Mascheroni Pietro, López Alfonso Juan Carlos, Kalli Maria, Stylianopoulos Triantafyllos, Meyer-Hermann Michael, Hatzikirou Haralampos
Braunschweig Integrated Centre of Systems Biology and Helmholtz Center for Infectious Research, 38106 Braunschweig, Germany.
Department of Gastroenterology, Hepatology and Endocrinology, Hannover Medical School, 30625 Hannover, Germany.
Cancers (Basel). 2019 May 24;11(5):716. doi: 10.3390/cancers11050716.

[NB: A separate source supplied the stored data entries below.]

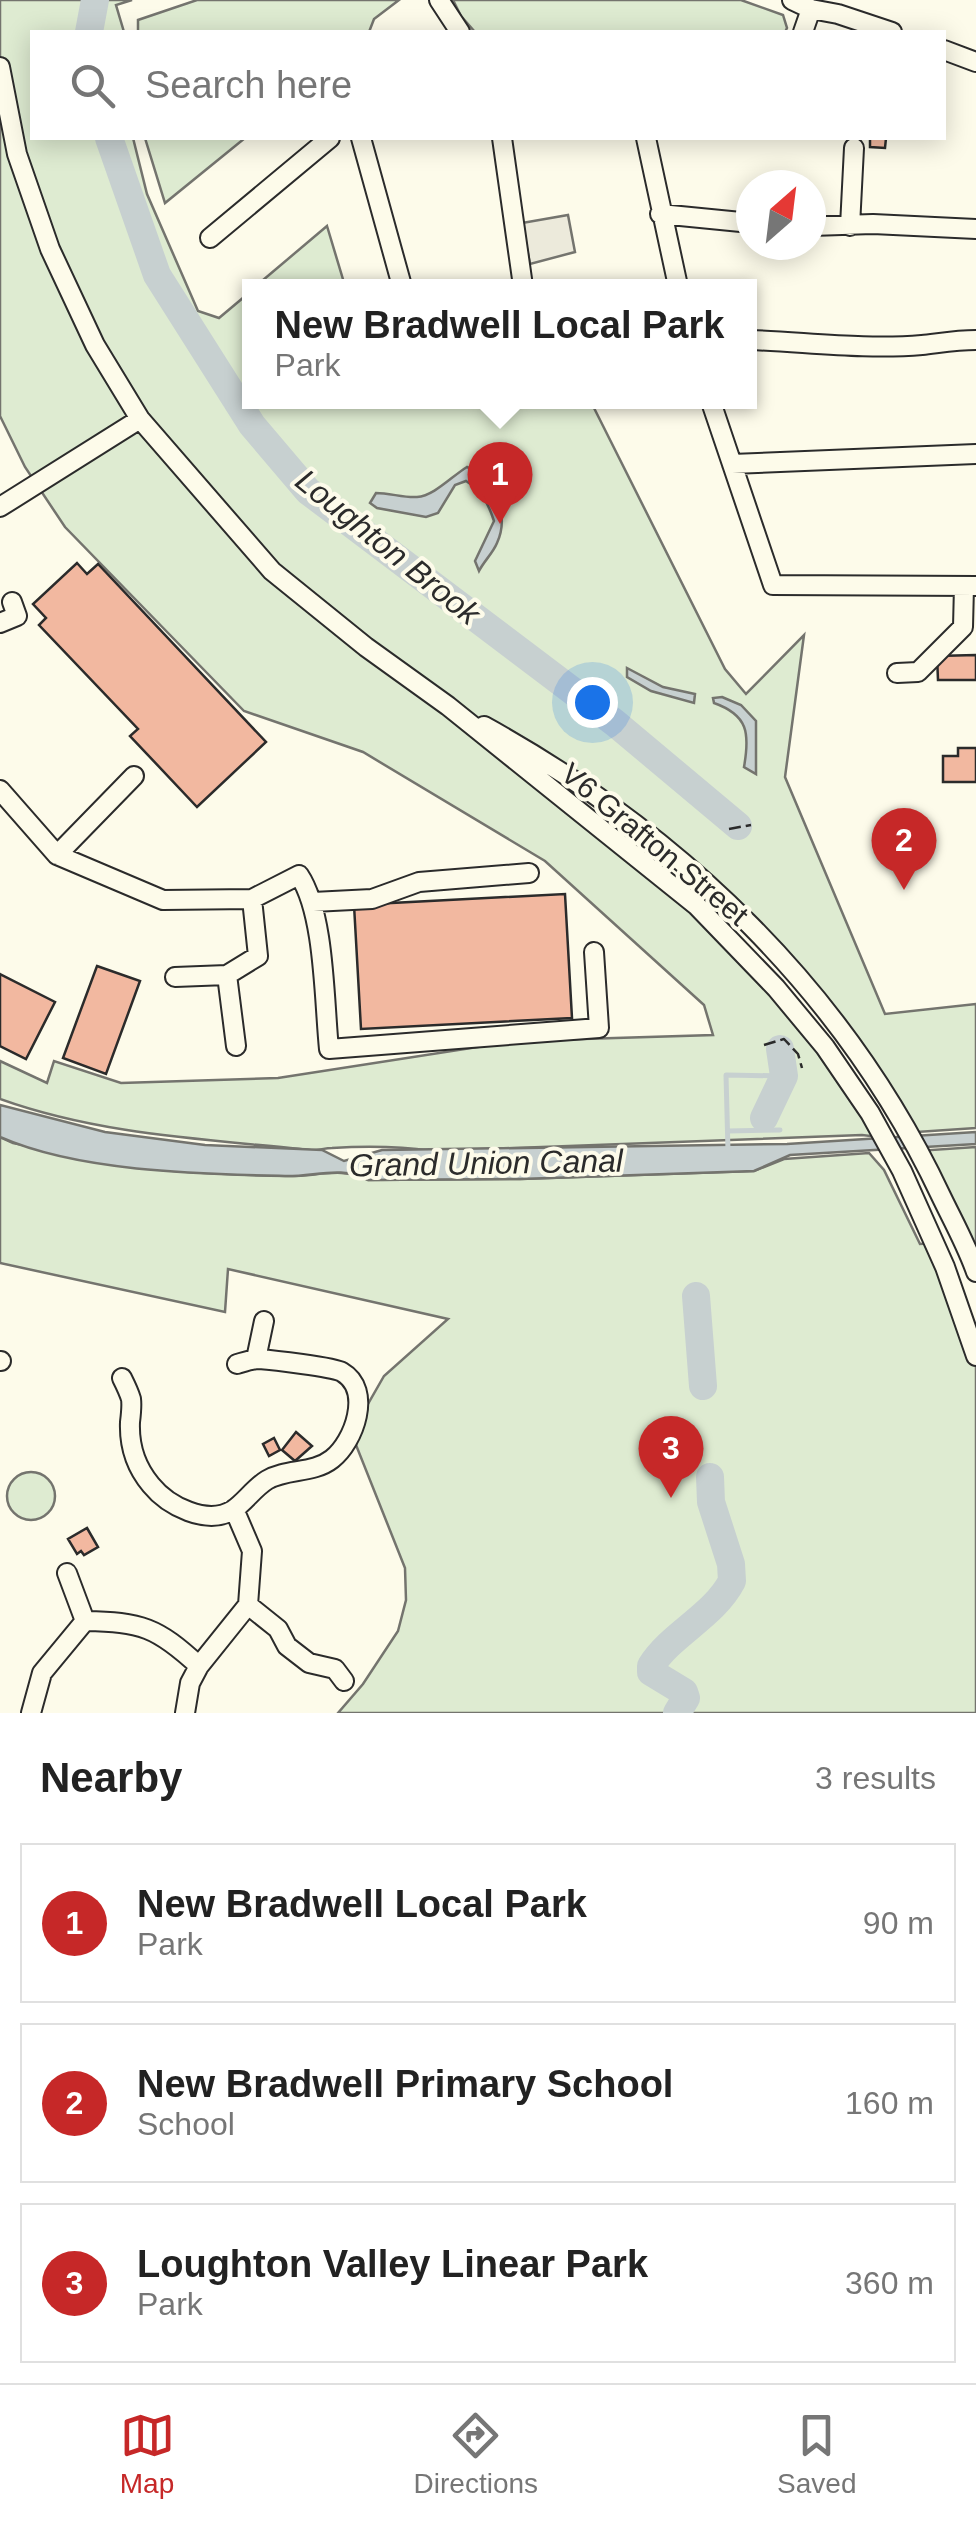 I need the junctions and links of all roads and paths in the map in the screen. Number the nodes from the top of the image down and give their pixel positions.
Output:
1 (440, 0) edge
2 (792, 0) edge
3 (811, 9) junction
4 (458, 30) edge
5 (804, 30) edge
6 (886, 30) edge
7 (946, 51) edge
8 (970, 60) edge
9 (0, 67) edge
10 (328, 140) edge
11 (362, 140) edge
12 (502, 140) edge
13 (646, 140) edge
14 (854, 148) dead end
15 (660, 214) junction
16 (736, 221) edge
17 (826, 226) edge
18 (850, 226) junction
19 (976, 229) edge
20 (210, 238) dead end
21 (400, 279) edge
22 (522, 279) edge
23 (676, 279) edge
24 (757, 340) edge
25 (976, 340) edge
26 (713, 409) edge
27 (140, 419) junction
28 (976, 454) edge
29 (732, 464) junction
30 (0, 507) edge
31 (970, 586) edge
32 (12, 602) dead end
33 (0, 622) edge
34 (896, 673) dead end
35 (448, 706) junction
36 (134, 776) dead end
37 (0, 790) edge
38 (57, 855) junction
39 (528, 873) dead end
40 (252, 899) junction
41 (313, 902) junction
42 (594, 952) dead end
43 (228, 975) junction
44 (175, 978) dead end
45 (236, 1046) dead end
46 (976, 1272) edge
47 (264, 1322) dead end
48 (976, 1356) edge
49 (256, 1359) junction
50 (237, 1364) dead end
51 (122, 1378) dead end
52 (234, 1510) junction
53 (66, 1573) dead end
54 (248, 1605) junction
55 (85, 1621) junction
56 (199, 1666) junction
57 (344, 1681) dead end
58 (31, 1713) edge
59 (185, 1713) edge

1 - 4 street
2 - 3 street
3 - 5 street
3 - 6 street
7 - 8 street
9 - 27 street, V6 Grafton Street
10 - 20 street
11 - 21 street
12 - 22 street
13 - 15 street
14 - 18 street
15 - 16 street
15 - 23 street
17 - 18 street
18 - 19 street
24 - 25 street
26 - 29 street
27 - 30 street
27 - 35 street, V6 Grafton Street
28 - 29 street
29 - 31 street
31 - 34 street
32 - 33 street
35 - 46 street, V6 Grafton Street
35 - 48 street, V6 Grafton Street
36 - 38 street
37 - 38 street
38 - 40 street
39 - 41 street
40 - 41 street
40 - 43 street
41 - 42 street
43 - 44 street
43 - 45 street
47 - 49 street
49 - 50 street
49 - 52 street
51 - 52 street
52 - 54 street
53 - 55 street
54 - 56 street
54 - 57 street
55 - 56 street
55 - 58 street
56 - 59 street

Tumor microenvironment is a critical player in glioma progression, and novel therapies for its targeting have been recently proposed. In particular, stress-alleviation strategies act on the tumor by reducing its stiffness, decreasing solid stresses and improving blood perfusion. However, these microenvironmental changes trigger chemo-mechanically induced cellular phenotypic transitions whose impact on therapy outcomes is not completely understood. In this work we analyze the effects of mechanical compression on migration and proliferation of glioma cells. We derive a mathematical model of glioma progression focusing on cellular phenotypic plasticity. Our results reveal a trade-off between tumor infiltration and cellular content as a consequence of stress-alleviation approaches. We discuss how these novel findings increase the current understanding of glioma/microenvironment interactions and can contribute to new strategies for improved therapeutic outcomes.
肿瘤微环境是胶质瘤进展中的关键因素,最近有人提出了针对它的新疗法。特别是,减轻应激策略通过降低肿瘤硬度、减少固体应力和改善血液灌注来作用于肿瘤。然而,这些微环境变化会引发化学机械诱导的细胞表型转变,其对治疗结果的影响尚未完全了解。在这项工作中,我们分析了机械压缩对胶质瘤细胞迁移和增殖的影响。我们推导了一个聚焦于细胞表型可塑性的胶质瘤进展数学模型。我们的结果揭示了减轻应激方法导致的肿瘤浸润和细胞含量之间的权衡。我们讨论了这些新发现如何增进当前对胶质瘤/微环境相互作用的理解,并有助于制定改善治疗结果的新策略。